I can speak from a little bit (and I stress 'little bit') of inside information on this particular topic in that MHI spends far less on IT than you could possibly imagine. What's more, their reliance on outside sources for their services and support is frightening.
At the end of the day, we live in the information age and the most precious things we have is information. And to spend as little as they do protecting it, one has to think they are doing it wrong and suffer from some really bad or old ideas.
But you know, Japan is pretty bad about that in general. They are still largely a "job for life" company which means their business culture doesn't vary much. They don't see or understand how others do it. So whatever service and support they get, it's "normal" to them. And new ideas are foreign ideas... and we already know how they are about foreign ideas.
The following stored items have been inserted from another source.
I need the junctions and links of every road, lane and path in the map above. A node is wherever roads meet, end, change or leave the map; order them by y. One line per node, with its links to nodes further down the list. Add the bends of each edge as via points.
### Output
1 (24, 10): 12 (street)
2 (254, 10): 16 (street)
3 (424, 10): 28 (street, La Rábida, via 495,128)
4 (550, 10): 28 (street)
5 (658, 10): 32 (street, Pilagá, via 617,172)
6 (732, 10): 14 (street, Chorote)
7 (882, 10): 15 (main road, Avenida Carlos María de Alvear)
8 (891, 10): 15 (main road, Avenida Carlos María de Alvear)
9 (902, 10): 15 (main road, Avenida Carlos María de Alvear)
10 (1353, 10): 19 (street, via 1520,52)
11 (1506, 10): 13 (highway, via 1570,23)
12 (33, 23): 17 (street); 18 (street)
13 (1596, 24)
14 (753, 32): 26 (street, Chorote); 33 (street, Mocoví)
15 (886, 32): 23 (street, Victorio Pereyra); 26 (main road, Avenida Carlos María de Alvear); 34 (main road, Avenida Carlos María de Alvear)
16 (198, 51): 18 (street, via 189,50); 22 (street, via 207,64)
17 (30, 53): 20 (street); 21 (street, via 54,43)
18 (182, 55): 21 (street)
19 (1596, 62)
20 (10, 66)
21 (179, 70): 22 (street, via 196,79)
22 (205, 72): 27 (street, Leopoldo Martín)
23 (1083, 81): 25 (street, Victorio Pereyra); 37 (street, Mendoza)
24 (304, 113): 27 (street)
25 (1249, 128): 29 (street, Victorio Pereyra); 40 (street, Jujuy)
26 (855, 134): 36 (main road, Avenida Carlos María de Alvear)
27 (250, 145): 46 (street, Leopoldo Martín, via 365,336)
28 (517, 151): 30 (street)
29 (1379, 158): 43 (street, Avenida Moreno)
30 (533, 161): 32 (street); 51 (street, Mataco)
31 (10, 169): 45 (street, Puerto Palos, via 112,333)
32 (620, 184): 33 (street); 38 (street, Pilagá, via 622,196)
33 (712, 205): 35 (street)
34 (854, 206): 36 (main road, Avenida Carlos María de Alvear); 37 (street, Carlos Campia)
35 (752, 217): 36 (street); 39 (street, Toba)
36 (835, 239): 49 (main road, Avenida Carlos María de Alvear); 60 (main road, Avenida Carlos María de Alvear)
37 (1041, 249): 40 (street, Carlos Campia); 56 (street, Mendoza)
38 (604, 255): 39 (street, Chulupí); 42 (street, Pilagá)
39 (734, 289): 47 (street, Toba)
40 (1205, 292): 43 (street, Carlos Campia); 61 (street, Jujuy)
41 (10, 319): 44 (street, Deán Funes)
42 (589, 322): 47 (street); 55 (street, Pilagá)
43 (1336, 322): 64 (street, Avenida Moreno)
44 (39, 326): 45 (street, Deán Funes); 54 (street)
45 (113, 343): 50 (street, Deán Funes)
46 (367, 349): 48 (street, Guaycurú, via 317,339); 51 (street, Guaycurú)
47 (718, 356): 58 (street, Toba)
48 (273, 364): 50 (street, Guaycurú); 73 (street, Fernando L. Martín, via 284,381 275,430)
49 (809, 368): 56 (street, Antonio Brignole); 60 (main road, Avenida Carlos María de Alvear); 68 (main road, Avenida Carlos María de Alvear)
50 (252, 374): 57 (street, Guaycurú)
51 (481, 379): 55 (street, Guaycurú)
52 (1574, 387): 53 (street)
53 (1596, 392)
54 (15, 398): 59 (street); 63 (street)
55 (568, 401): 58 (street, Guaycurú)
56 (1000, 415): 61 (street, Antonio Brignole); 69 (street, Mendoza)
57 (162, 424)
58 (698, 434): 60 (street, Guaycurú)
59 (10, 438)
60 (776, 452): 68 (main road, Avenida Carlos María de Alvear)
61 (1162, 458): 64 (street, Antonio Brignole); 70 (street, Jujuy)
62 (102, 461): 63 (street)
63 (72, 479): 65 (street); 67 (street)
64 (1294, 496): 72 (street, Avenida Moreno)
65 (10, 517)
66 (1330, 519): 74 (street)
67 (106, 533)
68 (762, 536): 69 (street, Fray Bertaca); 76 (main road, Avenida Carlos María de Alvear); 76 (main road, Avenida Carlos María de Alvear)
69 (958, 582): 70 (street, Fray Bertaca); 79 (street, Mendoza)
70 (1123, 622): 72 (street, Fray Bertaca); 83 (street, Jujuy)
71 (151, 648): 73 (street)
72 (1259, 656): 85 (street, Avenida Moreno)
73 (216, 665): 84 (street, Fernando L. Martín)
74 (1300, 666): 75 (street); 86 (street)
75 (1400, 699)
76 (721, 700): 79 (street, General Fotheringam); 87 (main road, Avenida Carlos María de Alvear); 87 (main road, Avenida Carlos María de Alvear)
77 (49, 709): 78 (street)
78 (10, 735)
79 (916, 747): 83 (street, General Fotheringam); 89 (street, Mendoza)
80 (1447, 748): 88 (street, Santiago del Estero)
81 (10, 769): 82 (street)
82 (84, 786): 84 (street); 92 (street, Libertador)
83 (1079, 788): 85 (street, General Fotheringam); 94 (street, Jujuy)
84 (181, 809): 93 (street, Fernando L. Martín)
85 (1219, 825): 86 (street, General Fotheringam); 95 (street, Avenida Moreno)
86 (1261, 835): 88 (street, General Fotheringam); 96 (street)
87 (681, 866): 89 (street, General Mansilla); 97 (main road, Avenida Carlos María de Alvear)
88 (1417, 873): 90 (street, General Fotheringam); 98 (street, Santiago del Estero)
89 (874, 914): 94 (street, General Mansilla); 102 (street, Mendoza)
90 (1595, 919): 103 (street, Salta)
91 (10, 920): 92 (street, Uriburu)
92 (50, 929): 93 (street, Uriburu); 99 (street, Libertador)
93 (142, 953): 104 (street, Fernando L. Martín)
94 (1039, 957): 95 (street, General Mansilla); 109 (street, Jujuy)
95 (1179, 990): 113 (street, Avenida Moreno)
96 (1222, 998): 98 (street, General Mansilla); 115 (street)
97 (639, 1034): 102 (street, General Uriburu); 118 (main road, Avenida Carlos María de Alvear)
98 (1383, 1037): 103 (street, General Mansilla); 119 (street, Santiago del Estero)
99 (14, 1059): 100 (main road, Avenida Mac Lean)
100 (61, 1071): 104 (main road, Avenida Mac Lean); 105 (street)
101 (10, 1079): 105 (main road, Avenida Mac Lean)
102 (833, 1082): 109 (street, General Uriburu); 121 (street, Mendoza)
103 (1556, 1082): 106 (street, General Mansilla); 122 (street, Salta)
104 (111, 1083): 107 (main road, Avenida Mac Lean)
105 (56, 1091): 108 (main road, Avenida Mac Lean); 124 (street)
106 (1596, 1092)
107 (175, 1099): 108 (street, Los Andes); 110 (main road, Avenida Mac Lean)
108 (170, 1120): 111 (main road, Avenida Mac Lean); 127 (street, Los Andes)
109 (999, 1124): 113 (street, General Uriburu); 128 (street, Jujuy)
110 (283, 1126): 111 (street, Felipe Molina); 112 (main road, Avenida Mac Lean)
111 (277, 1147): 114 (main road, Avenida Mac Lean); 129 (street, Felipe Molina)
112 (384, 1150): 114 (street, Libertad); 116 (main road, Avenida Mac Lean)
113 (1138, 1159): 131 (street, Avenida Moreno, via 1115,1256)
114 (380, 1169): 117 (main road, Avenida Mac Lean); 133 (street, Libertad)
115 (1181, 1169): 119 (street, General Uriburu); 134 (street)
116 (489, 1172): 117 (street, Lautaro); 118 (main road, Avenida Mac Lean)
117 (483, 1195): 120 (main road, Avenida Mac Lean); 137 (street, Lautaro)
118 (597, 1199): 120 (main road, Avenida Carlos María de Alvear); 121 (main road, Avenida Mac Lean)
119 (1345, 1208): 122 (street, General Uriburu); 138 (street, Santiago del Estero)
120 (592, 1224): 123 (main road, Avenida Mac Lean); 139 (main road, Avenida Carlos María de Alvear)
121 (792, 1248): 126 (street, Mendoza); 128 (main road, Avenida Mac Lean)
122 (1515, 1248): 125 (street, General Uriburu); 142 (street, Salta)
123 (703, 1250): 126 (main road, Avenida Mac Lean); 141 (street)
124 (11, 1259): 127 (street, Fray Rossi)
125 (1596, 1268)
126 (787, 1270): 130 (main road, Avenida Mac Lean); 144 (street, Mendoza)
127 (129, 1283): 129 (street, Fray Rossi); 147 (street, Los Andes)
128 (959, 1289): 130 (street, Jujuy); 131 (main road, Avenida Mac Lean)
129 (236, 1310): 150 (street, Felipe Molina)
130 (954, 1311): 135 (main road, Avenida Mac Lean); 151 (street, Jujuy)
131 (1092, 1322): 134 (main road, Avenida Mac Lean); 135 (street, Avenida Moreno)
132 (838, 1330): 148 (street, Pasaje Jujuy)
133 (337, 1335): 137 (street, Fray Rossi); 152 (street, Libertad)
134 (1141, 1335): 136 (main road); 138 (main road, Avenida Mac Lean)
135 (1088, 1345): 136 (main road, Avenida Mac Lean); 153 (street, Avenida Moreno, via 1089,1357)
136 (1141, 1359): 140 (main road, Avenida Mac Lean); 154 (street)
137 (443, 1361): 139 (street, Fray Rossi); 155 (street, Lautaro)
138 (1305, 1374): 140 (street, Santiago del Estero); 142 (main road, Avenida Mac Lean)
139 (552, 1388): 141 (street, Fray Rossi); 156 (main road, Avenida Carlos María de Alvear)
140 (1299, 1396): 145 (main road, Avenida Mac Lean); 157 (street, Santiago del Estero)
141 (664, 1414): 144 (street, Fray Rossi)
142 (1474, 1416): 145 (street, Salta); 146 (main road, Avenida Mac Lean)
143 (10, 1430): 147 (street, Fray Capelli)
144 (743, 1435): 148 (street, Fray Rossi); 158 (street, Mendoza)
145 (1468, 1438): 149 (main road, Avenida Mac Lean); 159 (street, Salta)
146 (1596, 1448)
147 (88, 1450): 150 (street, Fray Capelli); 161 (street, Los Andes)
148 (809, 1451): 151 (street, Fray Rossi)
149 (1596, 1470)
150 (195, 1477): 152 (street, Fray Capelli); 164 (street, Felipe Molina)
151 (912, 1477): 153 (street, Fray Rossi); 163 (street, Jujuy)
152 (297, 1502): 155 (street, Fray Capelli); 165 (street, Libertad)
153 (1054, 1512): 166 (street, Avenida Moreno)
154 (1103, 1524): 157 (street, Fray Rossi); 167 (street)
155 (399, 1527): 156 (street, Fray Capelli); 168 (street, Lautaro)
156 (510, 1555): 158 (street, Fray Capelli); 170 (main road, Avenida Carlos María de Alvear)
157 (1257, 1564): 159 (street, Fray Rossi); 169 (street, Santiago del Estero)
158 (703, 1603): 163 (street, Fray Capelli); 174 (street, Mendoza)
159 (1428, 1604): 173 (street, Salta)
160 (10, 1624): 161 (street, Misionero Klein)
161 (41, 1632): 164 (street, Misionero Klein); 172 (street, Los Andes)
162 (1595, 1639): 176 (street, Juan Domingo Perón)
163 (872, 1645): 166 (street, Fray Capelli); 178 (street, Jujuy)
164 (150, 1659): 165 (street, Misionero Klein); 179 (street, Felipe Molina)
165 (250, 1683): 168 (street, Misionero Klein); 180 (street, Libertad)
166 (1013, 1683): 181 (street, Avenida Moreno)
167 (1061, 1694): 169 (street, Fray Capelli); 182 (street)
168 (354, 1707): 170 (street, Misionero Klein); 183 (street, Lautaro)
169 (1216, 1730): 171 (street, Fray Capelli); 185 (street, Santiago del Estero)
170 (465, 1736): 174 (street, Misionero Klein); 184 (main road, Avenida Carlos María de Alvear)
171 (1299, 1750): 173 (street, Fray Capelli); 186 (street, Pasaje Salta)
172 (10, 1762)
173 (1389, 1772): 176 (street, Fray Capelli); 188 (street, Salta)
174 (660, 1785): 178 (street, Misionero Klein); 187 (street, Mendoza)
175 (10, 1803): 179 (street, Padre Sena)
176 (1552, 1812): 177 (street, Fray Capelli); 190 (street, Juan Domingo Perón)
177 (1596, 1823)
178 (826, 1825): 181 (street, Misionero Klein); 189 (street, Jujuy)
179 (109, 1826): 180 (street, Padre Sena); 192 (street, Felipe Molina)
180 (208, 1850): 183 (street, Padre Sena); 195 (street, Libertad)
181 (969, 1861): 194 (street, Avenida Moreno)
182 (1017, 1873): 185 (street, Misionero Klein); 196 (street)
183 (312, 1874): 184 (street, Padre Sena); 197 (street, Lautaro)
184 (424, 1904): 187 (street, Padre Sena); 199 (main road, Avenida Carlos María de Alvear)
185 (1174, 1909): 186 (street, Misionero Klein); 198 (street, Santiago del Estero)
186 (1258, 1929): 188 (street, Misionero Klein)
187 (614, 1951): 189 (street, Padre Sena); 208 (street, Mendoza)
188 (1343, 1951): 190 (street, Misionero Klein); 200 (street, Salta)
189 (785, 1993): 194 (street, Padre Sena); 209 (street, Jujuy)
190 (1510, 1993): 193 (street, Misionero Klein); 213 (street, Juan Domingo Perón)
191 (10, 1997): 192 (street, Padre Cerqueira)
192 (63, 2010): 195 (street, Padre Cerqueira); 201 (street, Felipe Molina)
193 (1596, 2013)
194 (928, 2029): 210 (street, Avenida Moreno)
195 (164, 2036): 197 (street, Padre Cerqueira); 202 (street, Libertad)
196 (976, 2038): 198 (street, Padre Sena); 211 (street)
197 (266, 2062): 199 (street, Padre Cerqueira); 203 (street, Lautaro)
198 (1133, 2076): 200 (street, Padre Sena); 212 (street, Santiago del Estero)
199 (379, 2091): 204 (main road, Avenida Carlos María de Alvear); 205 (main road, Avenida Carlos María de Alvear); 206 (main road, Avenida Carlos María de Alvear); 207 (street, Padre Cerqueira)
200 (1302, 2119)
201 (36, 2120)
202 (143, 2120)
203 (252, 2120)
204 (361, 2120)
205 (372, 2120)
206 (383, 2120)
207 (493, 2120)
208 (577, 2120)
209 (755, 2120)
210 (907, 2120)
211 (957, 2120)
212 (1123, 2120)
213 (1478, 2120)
It actually kinda makes me angry that they sat on the information the way they did... same as the way TEPCO sat on critical data and information surrounding the Fukushima disaster. And I have to say that it was "confirmed" in August that it happened. Do you have any idea how long it takes for them to "confirm" something like this? In my experience, they first got the hint probably a month prior or even more. Their notion of proof requires a LOT of evidence -- they are very thorough, detailed and complete in this way.
TEPCO and MHI were and are very slow to respond to emergencies and care more for their "face saving" than resolving problems. Perhaps I am just an American judging them by American standards and ideals. But I have to say I believe resolving the problems and learning important lessons would come first with me and it doesn't seem to come first with them.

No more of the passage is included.